[[ Data shown, beginning ]]
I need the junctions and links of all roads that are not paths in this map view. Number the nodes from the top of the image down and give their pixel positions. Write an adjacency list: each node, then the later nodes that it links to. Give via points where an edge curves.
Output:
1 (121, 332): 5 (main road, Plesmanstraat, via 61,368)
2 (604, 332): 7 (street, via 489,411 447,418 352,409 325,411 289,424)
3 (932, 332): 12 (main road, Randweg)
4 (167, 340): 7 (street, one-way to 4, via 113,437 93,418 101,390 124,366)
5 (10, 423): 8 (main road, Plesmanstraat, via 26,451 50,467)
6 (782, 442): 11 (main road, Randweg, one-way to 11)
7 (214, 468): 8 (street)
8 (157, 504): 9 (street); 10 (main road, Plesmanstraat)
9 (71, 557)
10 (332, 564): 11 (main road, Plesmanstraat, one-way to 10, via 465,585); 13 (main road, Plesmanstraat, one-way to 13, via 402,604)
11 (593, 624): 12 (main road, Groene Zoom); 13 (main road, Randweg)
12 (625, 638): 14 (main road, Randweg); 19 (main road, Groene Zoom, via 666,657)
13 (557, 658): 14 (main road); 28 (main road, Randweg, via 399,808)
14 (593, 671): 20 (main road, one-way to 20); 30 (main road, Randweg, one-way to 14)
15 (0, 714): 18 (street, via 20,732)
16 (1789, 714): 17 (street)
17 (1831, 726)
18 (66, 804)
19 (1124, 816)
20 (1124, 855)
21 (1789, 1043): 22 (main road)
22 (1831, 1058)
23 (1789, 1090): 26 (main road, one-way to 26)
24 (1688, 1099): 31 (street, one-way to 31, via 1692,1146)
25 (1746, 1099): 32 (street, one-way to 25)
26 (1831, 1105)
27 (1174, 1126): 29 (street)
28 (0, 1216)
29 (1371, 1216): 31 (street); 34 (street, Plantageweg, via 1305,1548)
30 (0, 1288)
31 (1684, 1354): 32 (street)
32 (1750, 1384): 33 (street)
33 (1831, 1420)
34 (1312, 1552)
[[ Data shown, end ]]
Your task
If a line above includes the string "Groene", pick it out.

Output of the exercise
11 (593, 624): 12 (main road, Groene Zoom); 13 (main road, Randweg)
12 (625, 638): 14 (main road, Randweg); 19 (main road, Groene Zoom, via 666,657)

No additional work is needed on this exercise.